Between Historicity and Fictionality: Xiang Kairan,
Martial Arts Fiction, and Chinese Narrative Tradition

By Iris Ma


Modern Chinese Literature and Culture, vol. 31, no.1  (Spring 2019), pp. 229-263


The author examines Xiang Kairan (1889-1957), one of the most successful Republican-era martial arts writers, and his writings, particularly the bestseller Biographies of the Marvelous Knights-Errant in the Jianghu (Jianghu qixia zhuan), which triggered the “martial arts craze” of the 1920s and 1930s. Previous studies have approached Xiang martial arts novels from a variety of perspectives, analyzing the psychological function of Xiang’s fiction, the commodification of fictional writing and the demand of a reading market, and the correspondence between the readers’ purportedly benighted state of mind and an underdeveloped literary culture.
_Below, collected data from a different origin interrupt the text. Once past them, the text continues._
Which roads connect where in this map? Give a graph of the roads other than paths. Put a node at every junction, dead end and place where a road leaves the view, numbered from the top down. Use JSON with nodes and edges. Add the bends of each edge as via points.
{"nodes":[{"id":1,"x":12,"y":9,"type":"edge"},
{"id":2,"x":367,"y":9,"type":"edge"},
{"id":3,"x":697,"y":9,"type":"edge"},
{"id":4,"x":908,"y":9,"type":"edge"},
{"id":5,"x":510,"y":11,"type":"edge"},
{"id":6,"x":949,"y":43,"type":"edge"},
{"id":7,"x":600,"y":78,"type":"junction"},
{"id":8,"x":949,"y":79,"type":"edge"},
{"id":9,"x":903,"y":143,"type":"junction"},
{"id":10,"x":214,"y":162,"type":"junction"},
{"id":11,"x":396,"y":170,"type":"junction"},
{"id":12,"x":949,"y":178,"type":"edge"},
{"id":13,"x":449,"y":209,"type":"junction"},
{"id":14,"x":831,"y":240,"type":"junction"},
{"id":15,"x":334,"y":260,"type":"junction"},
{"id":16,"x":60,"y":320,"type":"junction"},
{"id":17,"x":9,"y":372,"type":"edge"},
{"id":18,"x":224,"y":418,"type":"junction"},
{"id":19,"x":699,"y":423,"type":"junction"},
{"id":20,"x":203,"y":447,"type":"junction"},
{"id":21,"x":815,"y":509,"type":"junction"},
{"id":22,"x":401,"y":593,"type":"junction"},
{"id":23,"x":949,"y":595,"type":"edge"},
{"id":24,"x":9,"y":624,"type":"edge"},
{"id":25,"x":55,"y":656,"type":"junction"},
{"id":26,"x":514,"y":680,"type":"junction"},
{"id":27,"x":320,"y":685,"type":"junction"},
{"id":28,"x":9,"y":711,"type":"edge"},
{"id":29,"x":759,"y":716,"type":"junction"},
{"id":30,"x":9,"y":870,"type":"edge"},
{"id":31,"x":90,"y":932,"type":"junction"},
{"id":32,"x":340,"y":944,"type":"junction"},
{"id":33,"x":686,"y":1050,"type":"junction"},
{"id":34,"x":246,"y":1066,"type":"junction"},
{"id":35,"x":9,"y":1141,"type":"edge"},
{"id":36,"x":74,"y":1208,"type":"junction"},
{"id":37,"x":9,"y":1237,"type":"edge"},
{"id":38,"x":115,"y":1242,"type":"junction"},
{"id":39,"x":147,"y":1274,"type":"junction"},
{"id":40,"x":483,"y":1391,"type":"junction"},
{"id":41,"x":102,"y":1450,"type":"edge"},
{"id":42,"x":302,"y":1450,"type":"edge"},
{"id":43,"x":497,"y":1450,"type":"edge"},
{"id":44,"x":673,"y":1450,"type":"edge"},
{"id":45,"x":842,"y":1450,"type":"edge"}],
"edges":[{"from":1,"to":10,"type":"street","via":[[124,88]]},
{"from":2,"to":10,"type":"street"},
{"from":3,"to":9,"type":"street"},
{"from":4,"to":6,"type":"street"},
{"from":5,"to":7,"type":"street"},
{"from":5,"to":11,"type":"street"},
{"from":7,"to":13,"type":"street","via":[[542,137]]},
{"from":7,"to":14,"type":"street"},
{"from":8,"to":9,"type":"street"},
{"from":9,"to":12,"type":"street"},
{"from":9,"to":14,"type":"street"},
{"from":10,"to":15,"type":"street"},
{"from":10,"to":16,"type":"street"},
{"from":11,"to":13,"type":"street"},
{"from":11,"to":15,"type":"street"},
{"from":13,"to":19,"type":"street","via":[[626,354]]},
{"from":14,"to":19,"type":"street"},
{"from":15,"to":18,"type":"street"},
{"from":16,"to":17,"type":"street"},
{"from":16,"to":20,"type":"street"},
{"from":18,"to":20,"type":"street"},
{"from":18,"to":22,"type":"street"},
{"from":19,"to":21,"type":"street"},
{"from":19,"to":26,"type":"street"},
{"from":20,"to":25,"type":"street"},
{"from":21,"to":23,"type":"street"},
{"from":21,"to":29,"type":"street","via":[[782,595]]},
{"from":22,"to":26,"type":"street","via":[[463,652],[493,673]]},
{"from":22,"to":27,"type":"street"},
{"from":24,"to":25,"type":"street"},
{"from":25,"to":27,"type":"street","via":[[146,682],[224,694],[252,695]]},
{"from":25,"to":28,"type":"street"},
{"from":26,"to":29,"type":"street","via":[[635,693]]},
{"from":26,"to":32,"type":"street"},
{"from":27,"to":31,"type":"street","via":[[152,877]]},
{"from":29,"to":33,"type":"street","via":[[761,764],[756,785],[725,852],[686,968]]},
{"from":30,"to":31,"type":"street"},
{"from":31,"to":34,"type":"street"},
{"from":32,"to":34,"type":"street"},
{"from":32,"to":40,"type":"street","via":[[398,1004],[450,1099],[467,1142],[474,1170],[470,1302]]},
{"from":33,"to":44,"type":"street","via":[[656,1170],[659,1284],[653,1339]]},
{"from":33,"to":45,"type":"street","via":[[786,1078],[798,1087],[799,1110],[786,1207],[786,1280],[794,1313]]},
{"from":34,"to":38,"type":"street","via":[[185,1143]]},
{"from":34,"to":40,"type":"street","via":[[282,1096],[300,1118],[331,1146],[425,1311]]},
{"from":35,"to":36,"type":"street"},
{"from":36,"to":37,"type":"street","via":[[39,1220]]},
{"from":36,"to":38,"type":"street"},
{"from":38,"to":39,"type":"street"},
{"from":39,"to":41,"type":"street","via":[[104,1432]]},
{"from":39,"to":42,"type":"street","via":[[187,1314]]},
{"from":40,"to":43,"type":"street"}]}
I shift the attention to the Chinese narrative tradition and argue for Xiang’s allegiance to a traditional linkage between fiction and historiography. Through narrative devices such as the first-person narrator, Xiang Kairan generated a triangular inter-referentiality between his public persona as a martial arts master, his writerly identity, and the role of the narrator, thereby effectively obscuring the boundaries between the historical and the fictional and between the real and the imaginary and lending credibility to his fictional works. Xiang Kairan’s success and the phenomenon of the “martial arts craze” cast new light on the enduring impact of the narrative tradition on fashioning literary culture in modern China.